What I love and my personality:
  • I love Science and it's always been my favourite subject since I was a kid! Yes!
  • I've always enjoyed facts and theory and finding out why things works.
  • I'm a very analytical person
  • I'm a methodical person
  • I LOVE textbooks and that's why I still have all my high school and university textbooks with me. I still have my notebooks from high school too. I can't get enough of stationary or books because I value them a lot.
  • I've always respected my teachers and treated them well because I saw as my guru's from whom I learned but not all kids are like that.
  • I've always loved how teachers graded your tests and your eagerness to find out what mark you got. I just can't get over it!

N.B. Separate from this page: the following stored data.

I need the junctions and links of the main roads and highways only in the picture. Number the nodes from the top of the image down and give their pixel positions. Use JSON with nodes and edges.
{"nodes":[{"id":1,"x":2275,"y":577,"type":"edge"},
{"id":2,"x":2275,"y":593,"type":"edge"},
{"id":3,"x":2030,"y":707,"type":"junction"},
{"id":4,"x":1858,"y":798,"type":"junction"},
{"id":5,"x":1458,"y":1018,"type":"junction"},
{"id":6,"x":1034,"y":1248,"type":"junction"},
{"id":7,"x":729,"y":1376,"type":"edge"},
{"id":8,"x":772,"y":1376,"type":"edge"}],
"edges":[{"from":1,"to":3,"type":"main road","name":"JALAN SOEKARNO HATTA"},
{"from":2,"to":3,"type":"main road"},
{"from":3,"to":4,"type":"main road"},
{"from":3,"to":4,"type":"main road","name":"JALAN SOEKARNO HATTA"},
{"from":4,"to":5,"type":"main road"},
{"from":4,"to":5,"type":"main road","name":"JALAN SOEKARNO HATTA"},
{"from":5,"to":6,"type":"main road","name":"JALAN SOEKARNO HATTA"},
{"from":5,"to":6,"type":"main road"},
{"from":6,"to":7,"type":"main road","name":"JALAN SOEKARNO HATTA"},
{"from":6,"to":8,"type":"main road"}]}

I enjoy learning and can't get enough of it. I wanted to be a teacher when I was a kid but in my country teachers were allowed to hit kids with canes so I didn't want to hurt kids. However, here in NZ and other western countries, it's the opposite. In here it's the kids beating teachers and seeing my asshole teenage cousins growing to disrespect me I dropped the idea of secondary school teaching. And instead I wanted to do a PhD and become a university lecturer but seeing the PhD students and post-docs struggling with jobs and working endless hours in labs, I decided NOT to end up in academia.

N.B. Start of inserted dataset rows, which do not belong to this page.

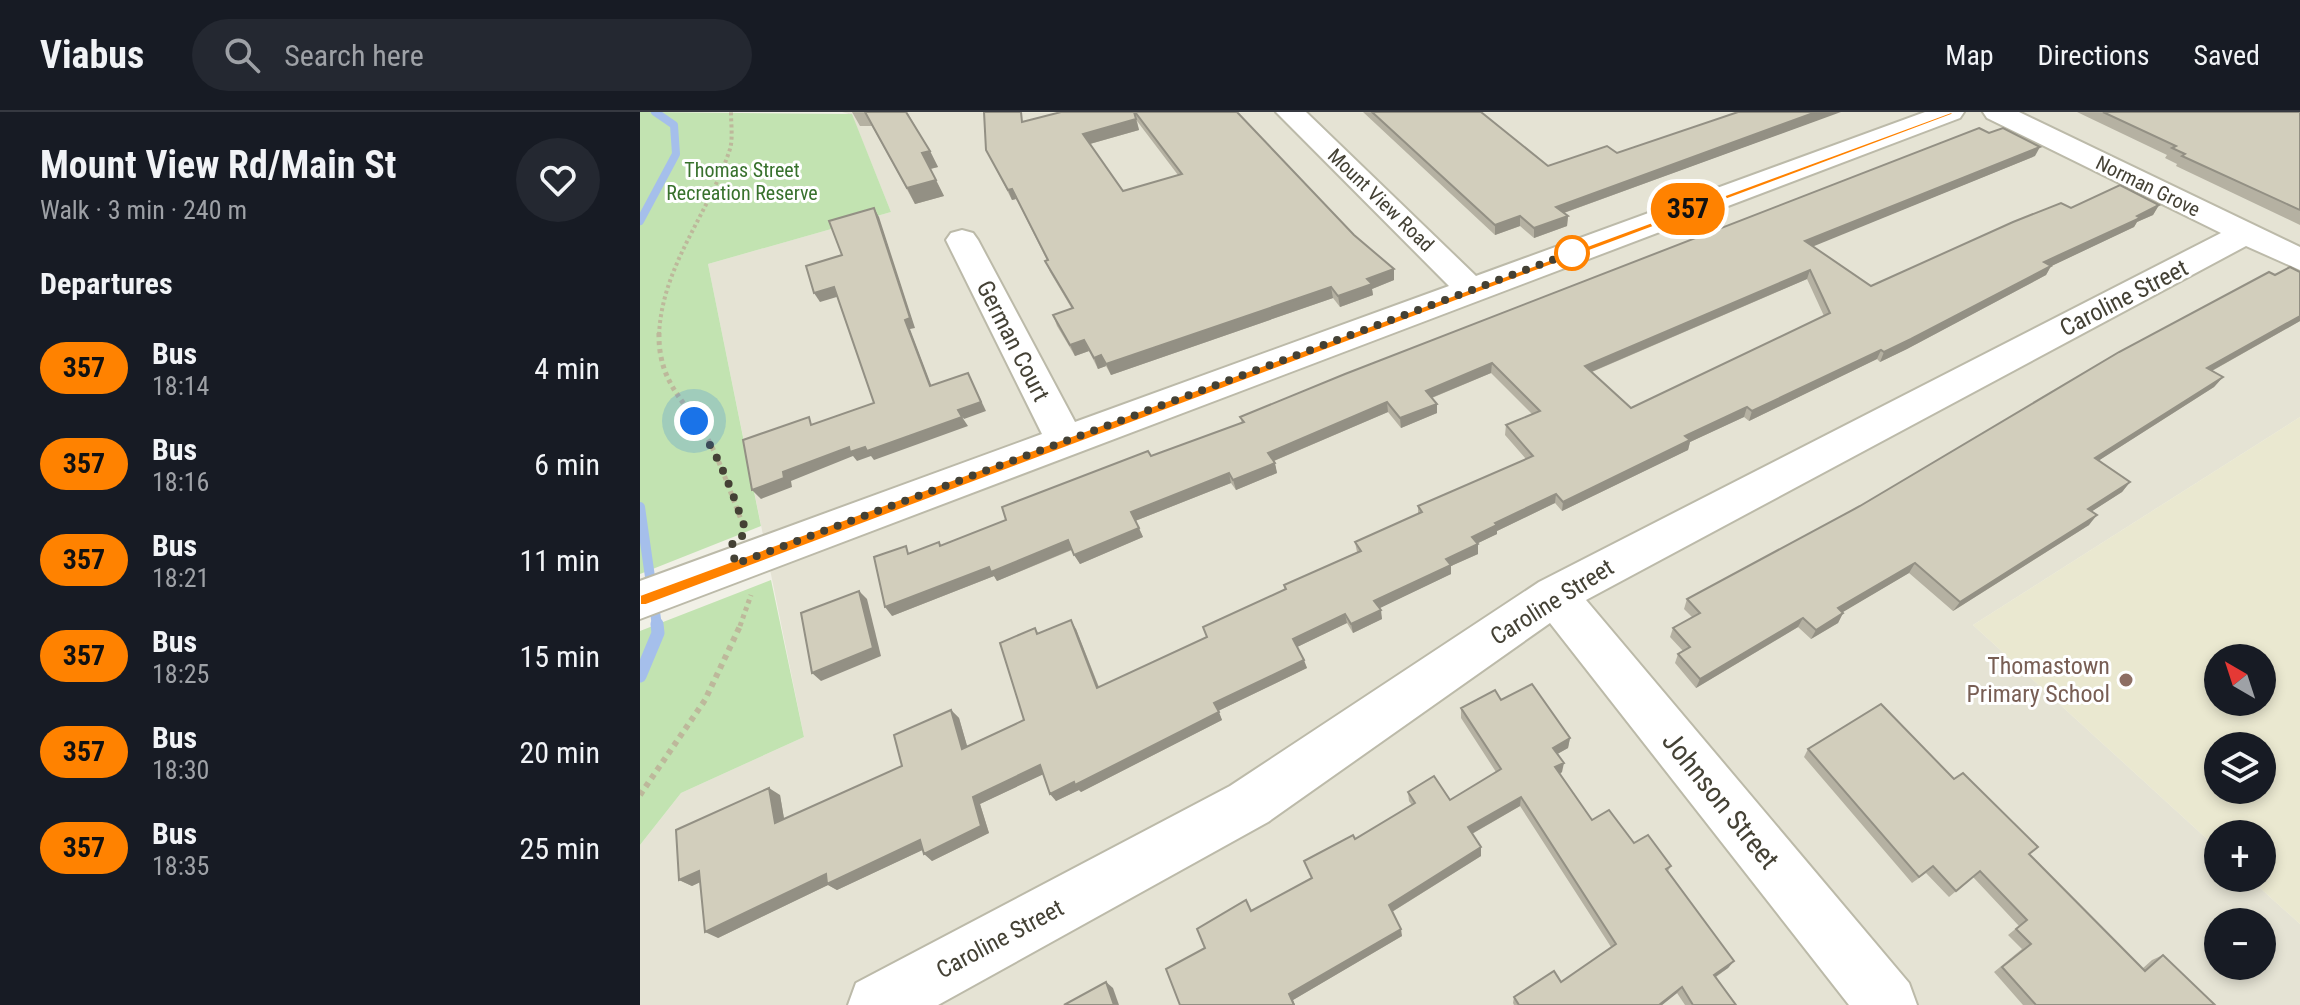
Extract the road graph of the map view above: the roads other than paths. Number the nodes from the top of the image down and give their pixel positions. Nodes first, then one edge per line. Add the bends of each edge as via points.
1 (1290, 112) edge
2 (1950, 112) edge
3 (1997, 112) edge
4 (2246, 233) junction
5 (962, 240) dead end
6 (2300, 260) edge
7 (1469, 291) junction
8 (1065, 441) junction
9 (1555, 595) junction
10 (640, 600) edge
11 (878, 1005) edge
12 (1887, 1005) edge

1 - 7 street, Mount View Road via 1458,274
2 - 7 street
3 - 4 street, Norman Grove
4 - 6 street, Norman Grove
4 - 9 street, Caroline Street
5 - 8 street, German Court
7 - 8 street
8 - 10 street
9 - 11 street, Caroline Street via 1249,804
9 - 12 street, Johnson Street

At the same time I value my physical and mental health. I'm not chasing after becoming rich but wanting a career that fulfills me. The idea of secondary school (year 9 - year 13) teaching scares me simply because of hormonal teenagers behavior and handling a large class of 25 - 30 students. But I still love science and stationary and books.

My issues:
  • someone told me that I don't have the personality of a teacher so I shouldn't teach.
  • With a business course I will be working in industries with engineering/IT/Science backgrounds. I don't know what kind of people I'll be dealing with and I'm NOT a good business person.
  • I know I can excel in anything I put my mind to but I know when it comes to dealing with difficult people I have trouble. I have trouble with authority and I HATE having a boss asking me for deadlines or nagging me. With the business course I'll be a project manager but then again I will have to manage people below me and that is going to be a task because people are DIFFICULT!!!!! For me, less people the better. I'd rather talk to the walls than talking to grumpy old people.
  • I worry if I don't become a good teacher, I'll ruin my students lives. I can't be a selfish teacher running after money but someone who is a good example for her students and who is willing to put in the extra effort so her students can get somewhere. But i don't know if I have what it takes to be a genuine teacher.
  • with a business course, I'll be dealing with adults. I may sit in a office with an Air conditioning but I don't know if this job won't have pressure.
  • Lastly, one of the wrong wrong decision about going to business is that I might meet someone lol but I know that's ridiculous. You can't get someone by doing some degree, that's just bullshit.
Anyway, can you guys direct me somewhere as I am in a turmoil. I have seen too many career counselors that they can't help me anymore. I am going to discuss this with my counselor next week when I see her but for the meanwhile I need some advice.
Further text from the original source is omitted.